Required action: The result should be every line in the data below that carries the string "labels".

Extracted records:
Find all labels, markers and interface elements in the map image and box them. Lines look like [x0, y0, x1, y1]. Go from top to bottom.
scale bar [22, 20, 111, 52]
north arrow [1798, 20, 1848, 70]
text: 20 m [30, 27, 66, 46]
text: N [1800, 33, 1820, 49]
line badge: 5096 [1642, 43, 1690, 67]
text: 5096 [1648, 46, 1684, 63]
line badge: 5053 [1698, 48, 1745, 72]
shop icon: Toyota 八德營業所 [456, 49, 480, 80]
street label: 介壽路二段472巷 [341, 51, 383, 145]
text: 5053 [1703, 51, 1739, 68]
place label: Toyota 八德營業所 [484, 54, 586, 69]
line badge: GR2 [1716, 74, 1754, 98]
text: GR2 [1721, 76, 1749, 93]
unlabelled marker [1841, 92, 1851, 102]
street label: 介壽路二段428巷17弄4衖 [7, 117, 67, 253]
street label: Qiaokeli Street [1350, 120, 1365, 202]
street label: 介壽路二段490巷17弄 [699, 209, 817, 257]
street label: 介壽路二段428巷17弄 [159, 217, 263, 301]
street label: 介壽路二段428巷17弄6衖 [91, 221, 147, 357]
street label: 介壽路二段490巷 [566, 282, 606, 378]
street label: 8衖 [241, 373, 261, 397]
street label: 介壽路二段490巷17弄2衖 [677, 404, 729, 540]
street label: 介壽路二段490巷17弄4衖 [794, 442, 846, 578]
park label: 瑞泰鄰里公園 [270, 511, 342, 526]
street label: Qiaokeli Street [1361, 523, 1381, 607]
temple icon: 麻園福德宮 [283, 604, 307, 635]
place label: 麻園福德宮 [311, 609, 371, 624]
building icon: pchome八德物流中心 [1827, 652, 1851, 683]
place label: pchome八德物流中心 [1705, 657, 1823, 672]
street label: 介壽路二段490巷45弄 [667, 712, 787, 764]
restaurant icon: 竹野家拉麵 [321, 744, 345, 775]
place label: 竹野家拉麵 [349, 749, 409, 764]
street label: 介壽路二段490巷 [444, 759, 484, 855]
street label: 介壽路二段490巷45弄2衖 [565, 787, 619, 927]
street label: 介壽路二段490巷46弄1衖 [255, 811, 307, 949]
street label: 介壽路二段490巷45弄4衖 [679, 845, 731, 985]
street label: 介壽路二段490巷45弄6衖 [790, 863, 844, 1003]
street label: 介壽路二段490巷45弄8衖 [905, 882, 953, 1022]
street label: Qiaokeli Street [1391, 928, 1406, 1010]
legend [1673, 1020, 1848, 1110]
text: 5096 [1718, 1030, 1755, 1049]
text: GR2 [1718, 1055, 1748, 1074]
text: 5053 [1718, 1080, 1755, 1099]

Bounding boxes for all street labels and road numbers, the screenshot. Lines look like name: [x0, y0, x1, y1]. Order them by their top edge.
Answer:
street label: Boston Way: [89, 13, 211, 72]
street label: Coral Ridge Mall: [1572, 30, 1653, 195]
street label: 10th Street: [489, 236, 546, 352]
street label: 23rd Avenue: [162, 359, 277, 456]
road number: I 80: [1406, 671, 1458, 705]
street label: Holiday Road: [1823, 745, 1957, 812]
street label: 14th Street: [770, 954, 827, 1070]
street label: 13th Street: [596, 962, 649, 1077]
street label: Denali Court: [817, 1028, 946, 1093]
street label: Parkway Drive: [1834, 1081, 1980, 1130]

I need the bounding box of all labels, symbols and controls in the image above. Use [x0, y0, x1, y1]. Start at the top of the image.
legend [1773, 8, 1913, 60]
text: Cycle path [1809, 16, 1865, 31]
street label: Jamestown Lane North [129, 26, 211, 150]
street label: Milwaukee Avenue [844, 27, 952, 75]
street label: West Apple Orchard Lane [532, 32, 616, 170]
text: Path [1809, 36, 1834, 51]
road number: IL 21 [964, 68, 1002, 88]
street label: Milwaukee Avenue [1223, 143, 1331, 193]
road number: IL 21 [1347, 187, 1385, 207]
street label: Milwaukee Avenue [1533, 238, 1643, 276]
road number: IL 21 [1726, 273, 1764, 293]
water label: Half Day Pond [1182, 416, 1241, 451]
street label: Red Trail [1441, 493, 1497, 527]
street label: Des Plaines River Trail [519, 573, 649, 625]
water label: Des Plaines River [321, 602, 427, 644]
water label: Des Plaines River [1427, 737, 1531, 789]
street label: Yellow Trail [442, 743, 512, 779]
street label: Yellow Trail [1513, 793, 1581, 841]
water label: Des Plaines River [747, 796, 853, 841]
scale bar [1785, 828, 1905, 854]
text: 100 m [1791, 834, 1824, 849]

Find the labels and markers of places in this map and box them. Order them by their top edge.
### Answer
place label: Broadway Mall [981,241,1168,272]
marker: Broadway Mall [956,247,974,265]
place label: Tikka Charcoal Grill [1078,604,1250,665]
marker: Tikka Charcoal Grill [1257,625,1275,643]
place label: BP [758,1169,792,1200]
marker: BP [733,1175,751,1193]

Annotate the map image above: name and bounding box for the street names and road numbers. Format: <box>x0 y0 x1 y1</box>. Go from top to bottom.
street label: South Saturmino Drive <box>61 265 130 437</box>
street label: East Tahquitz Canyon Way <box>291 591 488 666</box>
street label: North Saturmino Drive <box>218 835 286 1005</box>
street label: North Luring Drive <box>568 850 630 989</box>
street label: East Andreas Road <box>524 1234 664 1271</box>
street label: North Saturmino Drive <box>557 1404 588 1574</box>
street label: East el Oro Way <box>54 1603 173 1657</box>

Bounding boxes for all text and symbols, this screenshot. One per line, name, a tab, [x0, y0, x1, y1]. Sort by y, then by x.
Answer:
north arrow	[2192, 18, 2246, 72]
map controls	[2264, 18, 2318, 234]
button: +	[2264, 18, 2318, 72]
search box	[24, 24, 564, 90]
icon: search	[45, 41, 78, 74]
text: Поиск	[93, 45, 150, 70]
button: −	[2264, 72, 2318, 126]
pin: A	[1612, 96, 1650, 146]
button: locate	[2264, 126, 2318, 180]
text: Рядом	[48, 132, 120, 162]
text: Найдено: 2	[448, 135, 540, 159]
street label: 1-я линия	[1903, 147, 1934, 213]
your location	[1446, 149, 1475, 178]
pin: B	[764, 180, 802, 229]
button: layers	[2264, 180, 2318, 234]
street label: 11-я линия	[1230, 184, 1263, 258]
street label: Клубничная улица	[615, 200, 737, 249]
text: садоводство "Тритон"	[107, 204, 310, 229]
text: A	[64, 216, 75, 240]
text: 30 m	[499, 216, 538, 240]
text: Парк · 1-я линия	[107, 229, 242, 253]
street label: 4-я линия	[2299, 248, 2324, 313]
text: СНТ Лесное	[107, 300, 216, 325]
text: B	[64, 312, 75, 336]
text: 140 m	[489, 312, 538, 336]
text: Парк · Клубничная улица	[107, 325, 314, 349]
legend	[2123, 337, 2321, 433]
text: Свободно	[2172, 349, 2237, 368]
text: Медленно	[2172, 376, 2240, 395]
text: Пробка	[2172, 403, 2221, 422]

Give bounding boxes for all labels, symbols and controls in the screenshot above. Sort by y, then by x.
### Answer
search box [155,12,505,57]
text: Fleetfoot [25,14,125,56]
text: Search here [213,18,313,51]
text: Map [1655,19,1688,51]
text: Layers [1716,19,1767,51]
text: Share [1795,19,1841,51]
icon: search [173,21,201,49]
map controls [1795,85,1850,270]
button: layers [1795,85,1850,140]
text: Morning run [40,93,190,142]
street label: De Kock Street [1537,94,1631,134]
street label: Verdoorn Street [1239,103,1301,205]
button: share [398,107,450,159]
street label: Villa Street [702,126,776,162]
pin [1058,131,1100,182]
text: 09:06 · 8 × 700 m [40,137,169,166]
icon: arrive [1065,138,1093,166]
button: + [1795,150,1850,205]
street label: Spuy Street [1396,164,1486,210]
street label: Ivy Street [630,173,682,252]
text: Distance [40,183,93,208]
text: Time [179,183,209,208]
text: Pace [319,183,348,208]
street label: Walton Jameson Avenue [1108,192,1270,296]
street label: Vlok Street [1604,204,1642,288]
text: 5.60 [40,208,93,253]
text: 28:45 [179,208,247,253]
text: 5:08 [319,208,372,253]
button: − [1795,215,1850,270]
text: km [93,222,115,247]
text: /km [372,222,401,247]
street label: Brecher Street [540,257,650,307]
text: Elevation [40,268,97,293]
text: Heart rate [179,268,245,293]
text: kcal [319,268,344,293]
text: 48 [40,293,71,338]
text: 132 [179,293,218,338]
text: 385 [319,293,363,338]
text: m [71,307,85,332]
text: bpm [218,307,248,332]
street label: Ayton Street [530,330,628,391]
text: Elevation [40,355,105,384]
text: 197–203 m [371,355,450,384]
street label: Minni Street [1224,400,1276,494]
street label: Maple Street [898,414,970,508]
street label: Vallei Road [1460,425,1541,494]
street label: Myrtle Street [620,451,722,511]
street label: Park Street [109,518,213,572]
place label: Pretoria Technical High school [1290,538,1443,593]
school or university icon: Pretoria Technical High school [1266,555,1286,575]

Solution to this exercise:
Find all labels, markers and interface elements in the map image and box them. Lines look like [x0, y0, x1, y1]. Go from top to bottom.
Bounding boxes for all street labels and road numbers, the screenshot. Lines look like name: [x0, y0, x1, y1]. Order them by their top edge.
I need the bounding box of all labels, symbols and controls in the image above. Use [x0, y0, x1, y1]. Start at the top of the image.
Find the labels and markers of places in this map and box them. Order them by their top edge.
Give bounding boxes for all labels, symbols and controls in the screenshot above. Sort by y, then by x.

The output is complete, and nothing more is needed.